In this context, this paper introduces an Online Transfer Learning (OTL) strategy that exploits two knowledge-sharing techniques, weight-initialization and imitation learning, to transfer a DRL control policy from a source office building to various target buildings in a simulation environment coupling EnergyPlus and Python.
A DRL controller based on discrete Soft Actor–Critic (SAC) is trained on the source building to manage the operation of a cooling system consisting of a chiller and a thermal storage. Several target buildings are defined to benchmark the performance of the OTL strategy with that of a Rule-Based Controller (RBC) and two DRL-based control strategies, deployed in offline and online fashion. The strategy adopted for OTL emulates the real world implementation with a simulation process by implementing the transferred DRL agent for a single episode in the target buildings. Target buildings have the same geometrical features and are served by the same energy system as the source building, but differ in terms of weather conditions, electricity price schedules, occupancy patterns, and building envelope efficiency levels.

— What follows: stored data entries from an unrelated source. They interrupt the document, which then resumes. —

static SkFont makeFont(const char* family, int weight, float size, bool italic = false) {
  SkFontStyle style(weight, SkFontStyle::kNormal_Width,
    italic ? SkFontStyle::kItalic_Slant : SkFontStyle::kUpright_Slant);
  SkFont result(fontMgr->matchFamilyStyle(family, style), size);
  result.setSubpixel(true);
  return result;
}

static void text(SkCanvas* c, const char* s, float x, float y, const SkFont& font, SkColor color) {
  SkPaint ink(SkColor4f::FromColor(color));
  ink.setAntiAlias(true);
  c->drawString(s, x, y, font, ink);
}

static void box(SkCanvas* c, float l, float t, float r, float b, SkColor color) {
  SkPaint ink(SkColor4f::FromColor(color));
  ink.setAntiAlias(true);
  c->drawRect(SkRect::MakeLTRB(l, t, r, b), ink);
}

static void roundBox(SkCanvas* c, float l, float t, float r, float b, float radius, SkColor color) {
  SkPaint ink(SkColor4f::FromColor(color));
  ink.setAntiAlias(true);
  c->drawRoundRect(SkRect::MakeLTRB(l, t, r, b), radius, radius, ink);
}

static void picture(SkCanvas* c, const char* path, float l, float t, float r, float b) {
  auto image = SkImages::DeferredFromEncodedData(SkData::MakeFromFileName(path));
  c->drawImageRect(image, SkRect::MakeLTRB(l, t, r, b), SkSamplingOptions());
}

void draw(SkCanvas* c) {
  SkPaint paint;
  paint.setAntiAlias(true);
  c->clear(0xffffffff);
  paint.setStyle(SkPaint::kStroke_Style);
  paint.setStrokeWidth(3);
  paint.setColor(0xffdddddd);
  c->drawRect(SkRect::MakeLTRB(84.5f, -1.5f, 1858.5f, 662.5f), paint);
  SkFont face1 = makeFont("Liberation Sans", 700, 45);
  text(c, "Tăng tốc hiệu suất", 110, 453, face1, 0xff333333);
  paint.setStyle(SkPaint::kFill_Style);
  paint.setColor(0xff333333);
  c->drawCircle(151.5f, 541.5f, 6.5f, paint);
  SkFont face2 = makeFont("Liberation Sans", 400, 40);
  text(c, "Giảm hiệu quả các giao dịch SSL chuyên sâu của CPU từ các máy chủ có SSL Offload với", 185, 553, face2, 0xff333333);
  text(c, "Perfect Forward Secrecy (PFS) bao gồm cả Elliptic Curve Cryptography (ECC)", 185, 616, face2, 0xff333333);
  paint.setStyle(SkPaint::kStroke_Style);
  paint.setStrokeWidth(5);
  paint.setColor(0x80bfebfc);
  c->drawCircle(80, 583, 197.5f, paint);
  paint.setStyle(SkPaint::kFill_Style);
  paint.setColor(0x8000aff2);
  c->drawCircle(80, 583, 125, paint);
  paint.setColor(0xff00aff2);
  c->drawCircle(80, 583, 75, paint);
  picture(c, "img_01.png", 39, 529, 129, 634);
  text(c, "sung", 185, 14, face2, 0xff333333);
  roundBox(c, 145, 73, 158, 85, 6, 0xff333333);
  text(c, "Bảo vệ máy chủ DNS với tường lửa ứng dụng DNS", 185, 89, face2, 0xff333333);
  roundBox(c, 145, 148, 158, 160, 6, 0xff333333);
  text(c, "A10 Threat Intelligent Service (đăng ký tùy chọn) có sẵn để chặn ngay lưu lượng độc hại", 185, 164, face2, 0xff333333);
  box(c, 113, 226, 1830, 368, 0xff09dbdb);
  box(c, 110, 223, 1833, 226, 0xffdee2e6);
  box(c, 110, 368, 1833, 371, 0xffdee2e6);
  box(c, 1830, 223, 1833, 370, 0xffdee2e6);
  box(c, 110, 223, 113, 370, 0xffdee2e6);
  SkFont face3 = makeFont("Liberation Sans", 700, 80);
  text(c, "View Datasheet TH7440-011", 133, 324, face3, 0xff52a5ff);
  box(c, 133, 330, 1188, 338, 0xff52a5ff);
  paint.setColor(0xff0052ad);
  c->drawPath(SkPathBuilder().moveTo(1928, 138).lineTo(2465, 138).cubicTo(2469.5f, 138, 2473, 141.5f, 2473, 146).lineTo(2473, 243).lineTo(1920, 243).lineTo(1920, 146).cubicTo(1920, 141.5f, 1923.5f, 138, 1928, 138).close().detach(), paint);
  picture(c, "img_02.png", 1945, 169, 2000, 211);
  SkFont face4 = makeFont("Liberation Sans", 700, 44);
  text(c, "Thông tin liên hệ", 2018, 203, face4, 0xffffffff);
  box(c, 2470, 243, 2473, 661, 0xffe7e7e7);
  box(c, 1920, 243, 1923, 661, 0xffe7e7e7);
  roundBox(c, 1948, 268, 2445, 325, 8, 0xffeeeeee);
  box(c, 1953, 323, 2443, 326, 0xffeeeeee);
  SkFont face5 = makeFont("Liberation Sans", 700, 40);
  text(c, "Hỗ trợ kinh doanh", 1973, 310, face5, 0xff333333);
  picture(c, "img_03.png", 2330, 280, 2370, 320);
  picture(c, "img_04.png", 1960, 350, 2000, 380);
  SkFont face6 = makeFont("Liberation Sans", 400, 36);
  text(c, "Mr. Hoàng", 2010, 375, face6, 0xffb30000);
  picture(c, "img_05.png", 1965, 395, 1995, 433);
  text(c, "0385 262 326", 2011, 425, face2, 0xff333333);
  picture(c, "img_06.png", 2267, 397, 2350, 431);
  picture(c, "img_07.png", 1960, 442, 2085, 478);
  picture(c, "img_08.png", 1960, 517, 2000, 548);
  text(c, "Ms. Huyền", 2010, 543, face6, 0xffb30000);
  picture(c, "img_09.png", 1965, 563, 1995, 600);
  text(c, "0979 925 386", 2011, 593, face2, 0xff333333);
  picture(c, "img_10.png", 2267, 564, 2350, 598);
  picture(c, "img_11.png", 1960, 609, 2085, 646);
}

The results show that the OTL strategy can reduce the cumulated sum of temperature violations on average by 50% and 80% respectively when compared to RBC and online DRL while enhancing the energy system operation with electricity cost savings ranging between 20% and 40%. The OTL agent performs slightly worse than the offline DRL controller but it does not require any modeling effort and can be implemented directly on target buildings emulating a real-world implementation.